[Saved data entries]
====
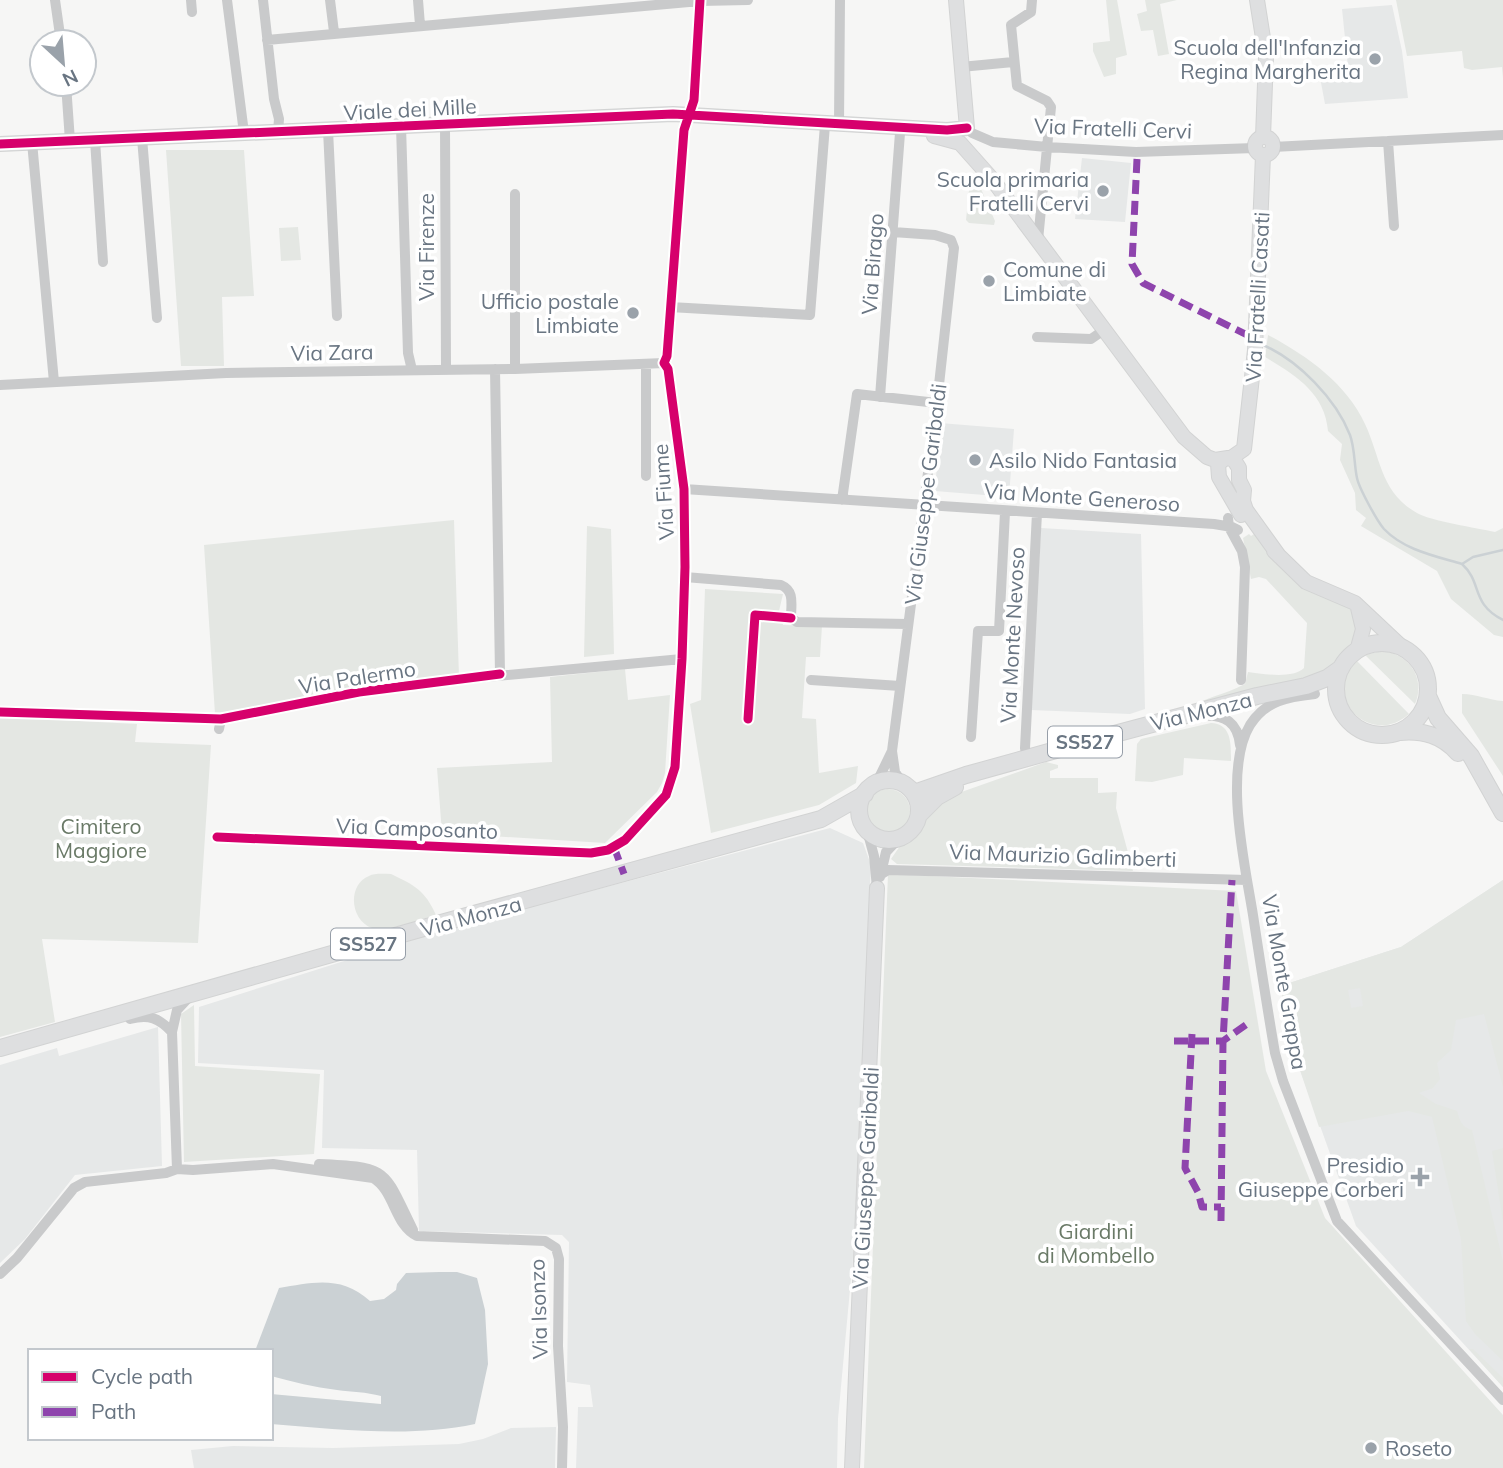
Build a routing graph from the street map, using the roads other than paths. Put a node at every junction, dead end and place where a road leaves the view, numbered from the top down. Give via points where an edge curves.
1 (55, 0) edge
2 (191, 0) edge
3 (227, 0) edge
4 (262, 0) edge
5 (330, 0) edge
6 (418, 0) edge
7 (748, 0) edge
8 (840, 0) edge
9 (956, 0) edge
10 (1032, 0) edge
11 (1257, 0) edge
12 (700, 1) edge
13 (192, 12) dead end
14 (420, 25) junction
15 (59, 28) edge
16 (334, 32) junction
17 (267, 40) junction
18 (1013, 62) junction
19 (961, 67) junction
20 (67, 98) edge
21 (690, 115) junction
22 (445, 124) junction
23 (829, 125) junction
24 (401, 127) junction
25 (328, 130) junction
26 (278, 132) junction
27 (244, 133) junction
28 (900, 133) junction
29 (967, 134) junction
30 (1503, 135) edge
31 (142, 138) junction
32 (94, 140) junction
33 (70, 141) junction
34 (1388, 141) junction
35 (32, 142) junction
36 (0, 144) edge
37 (1047, 147) junction
38 (1263, 147) junction
39 (515, 194) dead end
40 (1394, 226) dead end
41 (893, 232) junction
42 (1038, 240) junction
43 (103, 262) dead end
44 (1059, 269) junction
45 (670, 307) junction
46 (337, 316) dead end
47 (157, 318) dead end
48 (1104, 330) junction
49 (1037, 337) dead end
50 (1119, 348) junction
51 (664, 363) junction
52 (646, 364) junction
53 (446, 369) junction
54 (495, 369) junction
55 (515, 369) junction
56 (412, 370) junction
57 (54, 382) junction
58 (0, 385) edge
59 (880, 397) junction
60 (937, 403) junction
61 (1184, 437) junction
62 (1231, 462) junction
63 (1218, 475) junction
64 (646, 476) dead end
65 (684, 489) junction
66 (1235, 497) junction
67 (842, 500) junction
68 (924, 506) junction
69 (1005, 512) junction
70 (1037, 513) junction
71 (1236, 528) junction
72 (1279, 556) junction
73 (685, 577) junction
74 (1355, 603) junction
75 (908, 624) junction
76 (1405, 649) junction
77 (1357, 651) junction
78 (682, 659) junction
79 (1341, 668) junction
80 (500, 674) junction
81 (811, 680) dead end
82 (1241, 680) dead end
83 (900, 686) junction
84 (1280, 692) junction
85 (1315, 694) junction
86 (1428, 696) junction
87 (1344, 715) junction
88 (1169, 719) junction
89 (220, 724) dead end
90 (1394, 733) junction
91 (971, 737) dead end
92 (1241, 749) junction
93 (892, 751) junction
94 (1027, 759) junction
95 (1002, 766) junction
96 (1484, 783) junction
97 (870, 789) junction
98 (908, 789) junction
99 (1503, 813) edge
100 (919, 815) junction
101 (821, 819) junction
102 (864, 826) junction
103 (217, 837) dead end
104 (899, 838) junction
105 (614, 847) joint
106 (1247, 880) junction
107 (879, 882) junction
108 (191, 994) junction
109 (82, 1025) junction
110 (172, 1032) junction
111 (0, 1048) edge
112 (177, 1169) junction
113 (0, 1274) edge
114 (1503, 1400) edge
115 (562, 1468) edge
116 (852, 1468) edge

1 - 15 street
2 - 13 street
3 - 27 street
4 - 17 street
5 - 16 street
6 - 14 street
7 - 12 street
8 - 23 street
9 - 19 street
10 - 18 street via 1031,12 1011,25
11 - 38 street, Via Fratelli Casati via 1266,57
12 - 14 street
12 - 21 street, Via Fiume
14 - 16 street
16 - 17 street
17 - 26 street
18 - 19 street
18 - 37 street via 1017,86 1049,103
19 - 29 street
20 - 33 street
21 - 22 street, Viale dei Mille
21 - 23 street, Viale dei Mille
21 - 45 street, Via Fiume via 684,130
22 - 24 street, Viale dei Mille
22 - 53 street, Via Firenze
23 - 28 street, Viale dei Mille
23 - 29 street, Viale dei Mille
23 - 45 street via 810,315
24 - 25 street, Viale dei Mille
24 - 56 street
25 - 26 street, Viale dei Mille
25 - 46 street
26 - 27 street, Viale dei Mille
27 - 31 street, Viale dei Mille
28 - 29 street, Viale dei Mille via 947,138
28 - 41 street, Via Birago
29 - 37 street, Via Fratelli Cervi via 993,142
29 - 42 street via 992,178
30 - 34 street, Via Fratelli Cervi
31 - 32 street, Viale dei Mille
31 - 47 street
32 - 33 street, Viale dei Mille
32 - 43 street
33 - 35 street, Viale dei Mille
34 - 38 street, Via Fratelli Cervi
34 - 40 street
35 - 36 street, Viale dei Mille
35 - 57 street
37 - 38 street, Via Fratelli Cervi via 1136,152
37 - 42 street
38 - 62 street, Via Fratelli Casati via 1255,350 1245,458
39 - 55 street
41 - 59 street, Via Birago
41 - 60 street, Via Giuseppe Garibaldi via 949,238 954,248
42 - 44 street
44 - 48 street
44 - 50 street via 1077,282
45 - 51 street, Via Fiume
48 - 49 street via 1091,339
48 - 50 street
50 - 61 street
51 - 52 street, Via Zara
51 - 65 street, Via Fiume
52 - 55 street, Via Zara
52 - 64 street
53 - 54 street, Via Zara
53 - 56 street, Via Zara
54 - 55 street, Via Zara
54 - 80 street
56 - 57 street, Via Zara
57 - 58 street, Via Zara
59 - 60 street
59 - 67 street via 857,394
60 - 68 street, Via Giuseppe Garibaldi
61 - 62 street via 1206,457
61 - 63 street via 1195,456
62 - 63 street, Via Fratelli Casati via 1218,464
62 - 66 street via 1244,490
63 - 66 street
65 - 67 street, Via Monte Generoso
65 - 73 street, Via Fiume
66 - 71 street
66 - 71 street
66 - 72 street
67 - 68 street, Via Monte Generoso
68 - 69 street, Via Monte Generoso
68 - 75 street, Via Giuseppe Garibaldi
69 - 70 street, Via Monte Generoso
69 - 91 street via 999,631 978,631
70 - 71 street, Via Monte Generoso
70 - 94 street, Via Monte Nevoso
71 - 72 street
71 - 82 street via 1245,568
72 - 74 street via 1306,582
73 - 75 street via 781,585 791,593 791,618 797,622
73 - 78 street, Via Fiume
74 - 76 street
74 - 77 street via 1363,629
75 - 83 street, Via Giuseppe Garibaldi
76 - 77 main road via 1385,643
76 - 86 main road via 1423,669
77 - 79 main road, SS527
78 - 80 street, Via Palermo
78 - 105 street, Via Fiume via 671,785
79 - 84 main road, Via Monza / SS527 via 1316,683
79 - 87 main road via 1335,693
80 - 89 street, Via Palermo via 359,692
81 - 83 street
83 - 93 street, Via Giuseppe Garibaldi
84 - 85 main road, Via Monza / SS527
84 - 88 main road, Via Monza / SS527
85 - 87 main road via 1336,704
85 - 92 street, Via Monte Grappa via 1272,703 1251,724
86 - 90 main road via 1420,716
86 - 96 main road via 1433,710 1471,756
87 - 90 main road via 1363,731
88 - 92 street via 1221,716 1236,728
88 - 94 main road, Via Monza / SS527
90 - 96 main road via 1420,730 1440,739 1452,746
92 - 106 street, Via Monte Grappa via 1237,786
93 - 97 street, Via Giuseppe Garibaldi
93 - 98 street, Via Giuseppe Garibaldi via 895,772
94 - 95 main road, Via Monza / SS527
95 - 98 main road, Via Monza / SS527
95 - 100 main road, Via Monza / SS527 via 948,790
96 - 99 main road
97 - 98 main road via 890,781
97 - 101 main road, Via Monza / SS527
97 - 102 main road via 860,806
98 - 100 main road via 918,803
100 - 104 main road via 912,830
101 - 102 main road, Via Monza / SS527
101 - 108 main road, Via Monza / SS527
102 - 104 main road via 881,839
102 - 107 street, Via Giuseppe Garibaldi
103 - 105 street, Via Camposanto via 591,853
104 - 107 street, Via Giuseppe Garibaldi via 886,852
106 - 107 street, Via Maurizio Galimberti via 888,870
106 - 114 street, Via Monte Grappa via 1275,1053 1331,1208 1346,1233
107 - 116 street, Via Giuseppe Garibaldi
108 - 109 main road, Via Monza / SS527
108 - 110 street via 177,1010
109 - 110 street via 93,1029 145,1016 159,1020
109 - 111 main road, Via Monza / SS527
110 - 112 street
112 - 113 street, Via Isonzo via 79,1184
112 - 115 street, Via Isonzo via 292,1165 376,1180 407,1230 417,1236 545,1241 556,1248

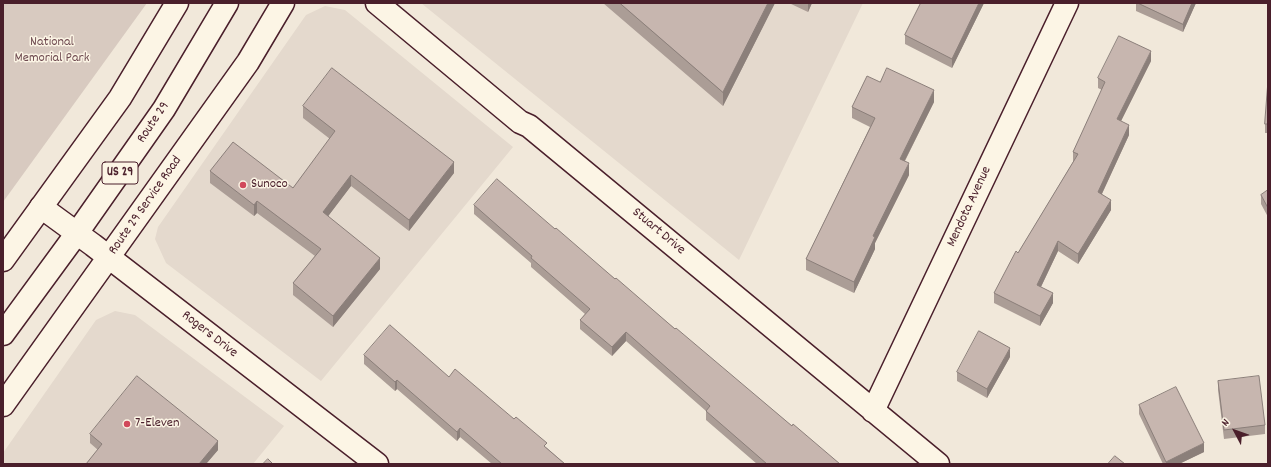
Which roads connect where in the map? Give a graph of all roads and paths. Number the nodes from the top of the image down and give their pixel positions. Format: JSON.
{"nodes":[{"id":1,"x":177,"y":3,"type":"edge"},
{"id":2,"x":227,"y":3,"type":"edge"},
{"id":3,"x":283,"y":3,"type":"edge"},
{"id":4,"x":377,"y":3,"type":"edge"},
{"id":5,"x":1067,"y":3,"type":"edge"},
{"id":6,"x":41,"y":207,"type":"junction"},
{"id":7,"x":77,"y":233,"type":"junction"},
{"id":8,"x":109,"y":258,"type":"junction"},
{"id":9,"x":3,"y":260,"type":"edge"},
{"id":10,"x":3,"y":334,"type":"edge"},
{"id":11,"x":3,"y":405,"type":"edge"},
{"id":12,"x":874,"y":411,"type":"junction"},
{"id":13,"x":377,"y":464,"type":"edge"},
{"id":14,"x":938,"y":464,"type":"edge"}],
"edges":[{"from":1,"to":6,"type":"street"},
{"from":2,"to":7,"type":"street","name":"Route 29","number":"US 29"},
{"from":3,"to":8,"type":"street","name":"Route 29 Service Road"},
{"from":4,"to":12,"type":"street","name":"Stuart Drive"},
{"from":5,"to":12,"type":"street","name":"Mendota Avenue"},
{"from":6,"to":7,"type":"street","name":"Rogers Drive"},
{"from":6,"to":9,"type":"street"},
{"from":7,"to":8,"type":"street","name":"Rogers Drive"},
{"from":7,"to":10,"type":"street","name":"Route 29","number":"US 29"},
{"from":8,"to":11,"type":"street","name":"Route 29 Service Road"},
{"from":8,"to":13,"type":"street","name":"Rogers Drive"},
{"from":12,"to":14,"type":"street","name":"Stuart Drive"}]}
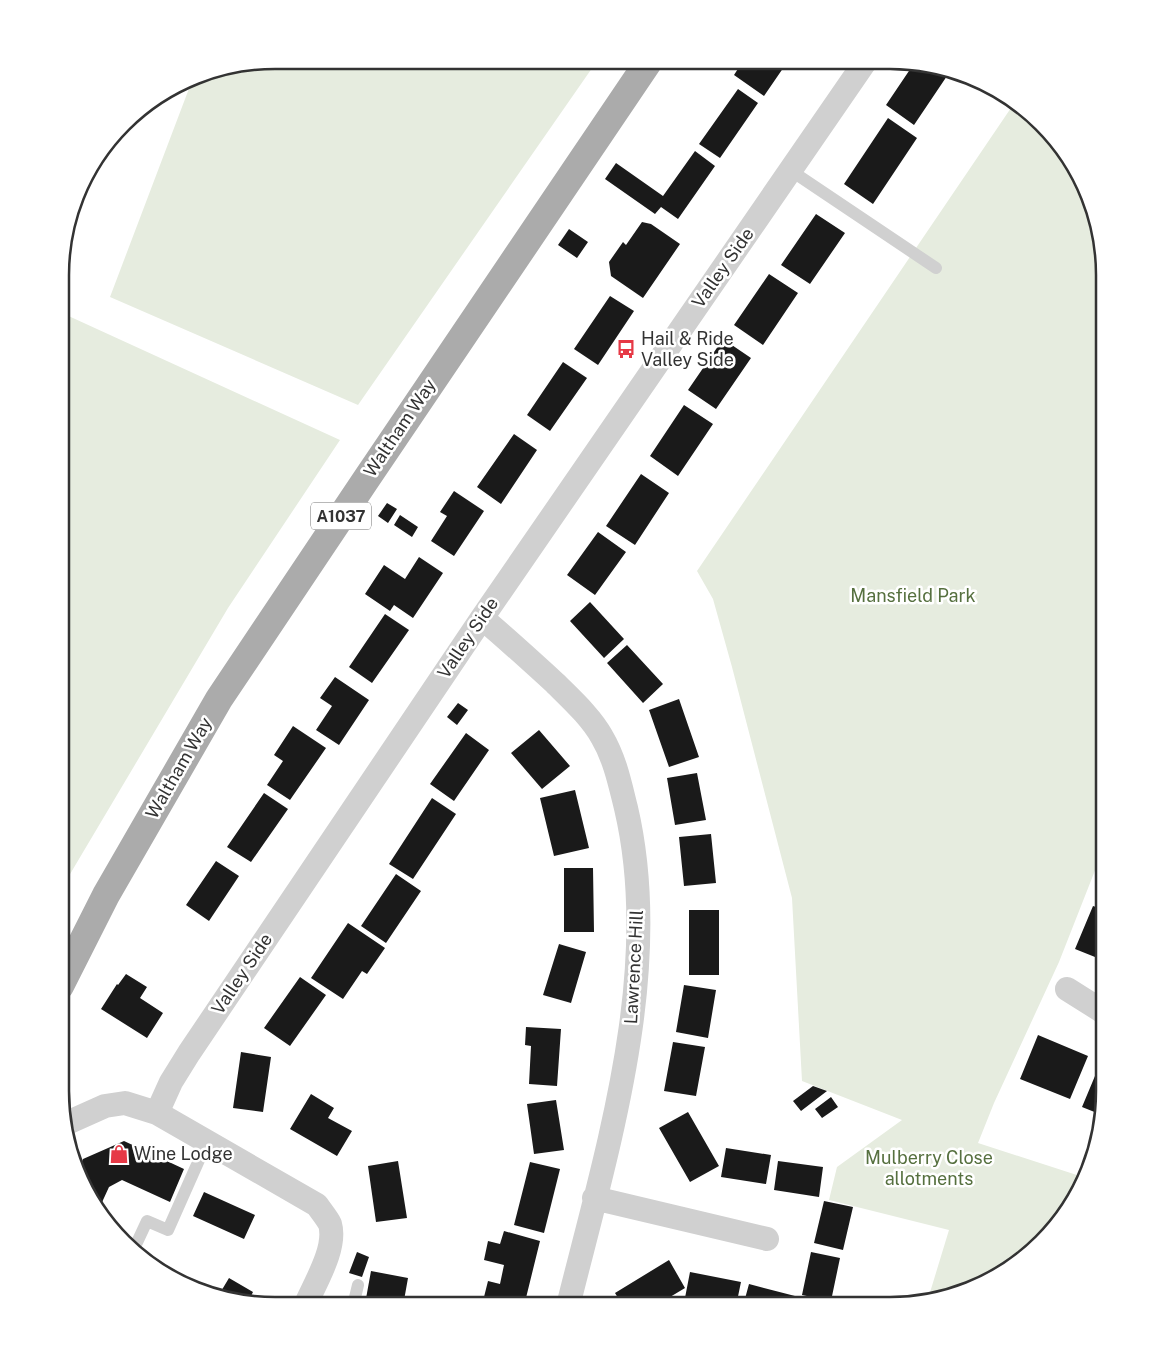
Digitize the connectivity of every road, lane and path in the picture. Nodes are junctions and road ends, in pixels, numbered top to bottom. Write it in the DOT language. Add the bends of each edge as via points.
graph roads {
  1 [pos="644,69"];
  2 [pos="860,69"];
  3 [pos="790,170"];
  4 [pos="936,268"];
  5 [pos="482,618"];
  6 [pos="69,967"];
  7 [pos="1067,989"];
  8 [pos="1096,1007"];
  9 [pos="157,1113"];
  10 [pos="71,1121"];
  11 [pos="207,1142"];
  12 [pos="594,1198"];
  13 [pos="767,1239"];
  14 [pos="137,1244"];
  15 [pos="358,1285"];
  16 [pos="309,1297"];
  17 [pos="355,1297"];
  18 [pos="570,1297"];
  1 -- 6 [label="main road, Waltham Way / A1037" via="219,699 106,895"];
  2 -- 3 [label="street, Valley Side"];
  3 -- 4 [label="lane"];
  3 -- 5 [label="street, Valley Side"];
  5 -- 9 [label="street, Valley Side" via="189,1053 170,1082"];
  5 -- 12 [label="street, Lawrence Hill" via="576,703 602,736 619,777 631,831 639,932 634,1000 624,1074"];
  7 -- 8 [label="street"];
  9 -- 10 [label="street" via="125,1103 105,1106"];
  9 -- 11 [label="street"];
  11 -- 14 [label="lane" via="168,1230 147,1222"];
  11 -- 16 [label="street" via="317,1205 329,1223 332,1239"];
  12 -- 13 [label="street"];
  12 -- 18 [label="street, Lawrence Hill"];
  15 -- 17 [label="lane"];
}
====
Task instructions:
Some lines above hold the word "Casati". Copy all of them.

Written answer:
11 - 38 street, Via Fratelli Casati via 1266,57
38 - 62 street, Via Fratelli Casati via 1255,350 1245,458
62 - 63 street, Via Fratelli Casati via 1218,464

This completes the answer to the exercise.